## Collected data
• • •
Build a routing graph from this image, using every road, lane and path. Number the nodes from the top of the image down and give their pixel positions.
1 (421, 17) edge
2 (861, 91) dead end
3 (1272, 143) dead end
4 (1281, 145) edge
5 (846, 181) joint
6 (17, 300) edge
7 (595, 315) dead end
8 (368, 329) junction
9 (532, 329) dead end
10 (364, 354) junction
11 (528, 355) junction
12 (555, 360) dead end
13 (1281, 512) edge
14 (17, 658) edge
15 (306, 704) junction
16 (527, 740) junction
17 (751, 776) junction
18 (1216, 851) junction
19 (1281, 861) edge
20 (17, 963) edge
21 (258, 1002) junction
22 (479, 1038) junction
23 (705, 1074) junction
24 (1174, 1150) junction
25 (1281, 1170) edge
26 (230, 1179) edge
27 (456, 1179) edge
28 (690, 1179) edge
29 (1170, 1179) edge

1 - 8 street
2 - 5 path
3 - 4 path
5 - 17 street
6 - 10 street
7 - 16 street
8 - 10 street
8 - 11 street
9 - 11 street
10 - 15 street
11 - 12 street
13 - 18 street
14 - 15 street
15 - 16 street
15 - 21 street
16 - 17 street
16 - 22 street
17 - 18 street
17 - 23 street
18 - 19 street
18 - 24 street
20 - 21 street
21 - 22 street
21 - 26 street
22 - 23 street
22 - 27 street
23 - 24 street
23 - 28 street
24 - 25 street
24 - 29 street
• • •
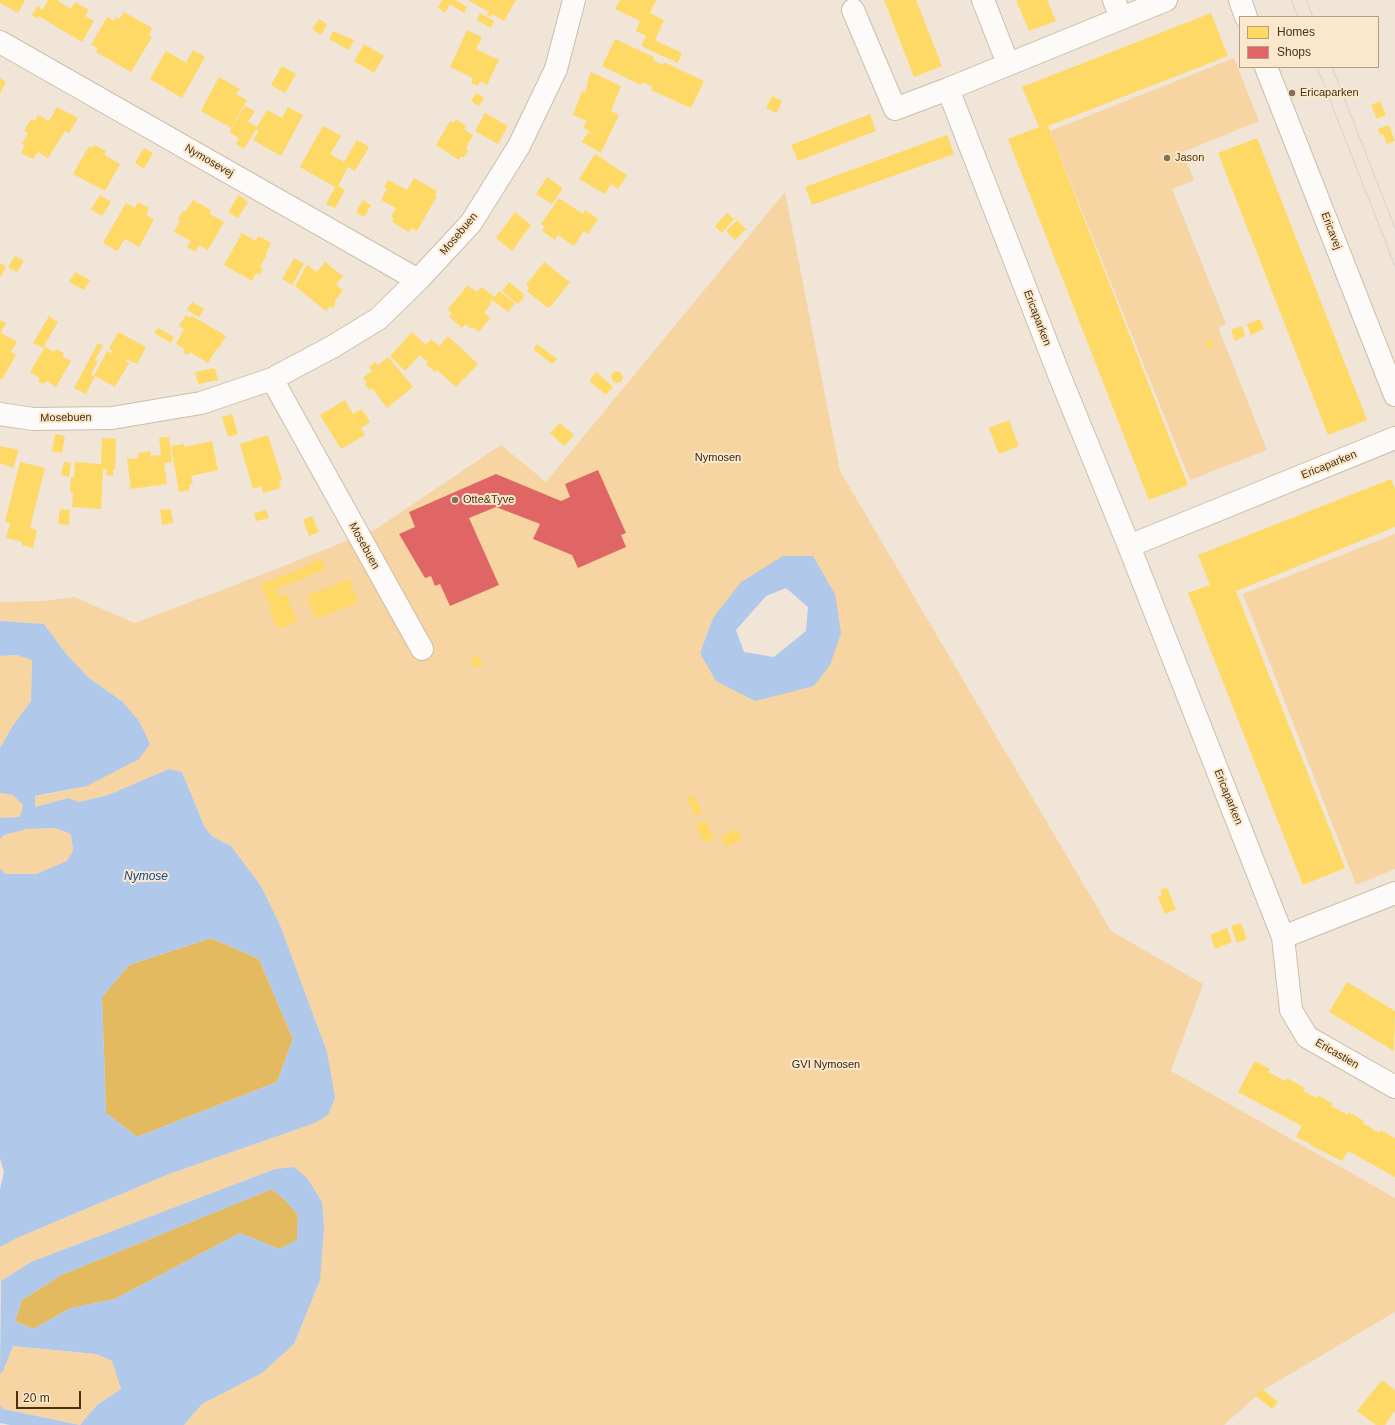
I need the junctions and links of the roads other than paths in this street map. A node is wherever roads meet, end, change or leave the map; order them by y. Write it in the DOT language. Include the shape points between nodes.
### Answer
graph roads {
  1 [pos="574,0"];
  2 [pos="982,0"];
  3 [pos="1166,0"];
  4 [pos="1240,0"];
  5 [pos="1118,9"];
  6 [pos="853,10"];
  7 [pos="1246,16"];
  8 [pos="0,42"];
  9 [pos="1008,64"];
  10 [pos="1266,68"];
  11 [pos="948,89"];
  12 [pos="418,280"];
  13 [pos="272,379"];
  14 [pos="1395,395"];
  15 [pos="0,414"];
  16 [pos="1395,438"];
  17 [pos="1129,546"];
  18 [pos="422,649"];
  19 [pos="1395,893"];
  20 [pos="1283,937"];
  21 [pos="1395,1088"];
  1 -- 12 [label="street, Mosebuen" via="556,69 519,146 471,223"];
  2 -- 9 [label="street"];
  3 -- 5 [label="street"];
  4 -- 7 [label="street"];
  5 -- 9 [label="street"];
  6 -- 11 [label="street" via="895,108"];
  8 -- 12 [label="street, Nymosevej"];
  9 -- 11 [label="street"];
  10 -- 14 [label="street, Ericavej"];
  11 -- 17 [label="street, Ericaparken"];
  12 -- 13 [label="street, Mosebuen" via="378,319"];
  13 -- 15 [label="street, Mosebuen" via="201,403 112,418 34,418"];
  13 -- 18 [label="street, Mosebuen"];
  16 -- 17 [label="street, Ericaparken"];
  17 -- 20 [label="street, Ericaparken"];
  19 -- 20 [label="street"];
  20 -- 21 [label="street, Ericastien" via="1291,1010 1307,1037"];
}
• • •
## Directions
Reproduce each line from the data that has "Ericaparken" in it.

## Solution
  11 -- 17 [label="street, Ericaparken"];
  16 -- 17 [label="street, Ericaparken"];
  17 -- 20 [label="street, Ericaparken"];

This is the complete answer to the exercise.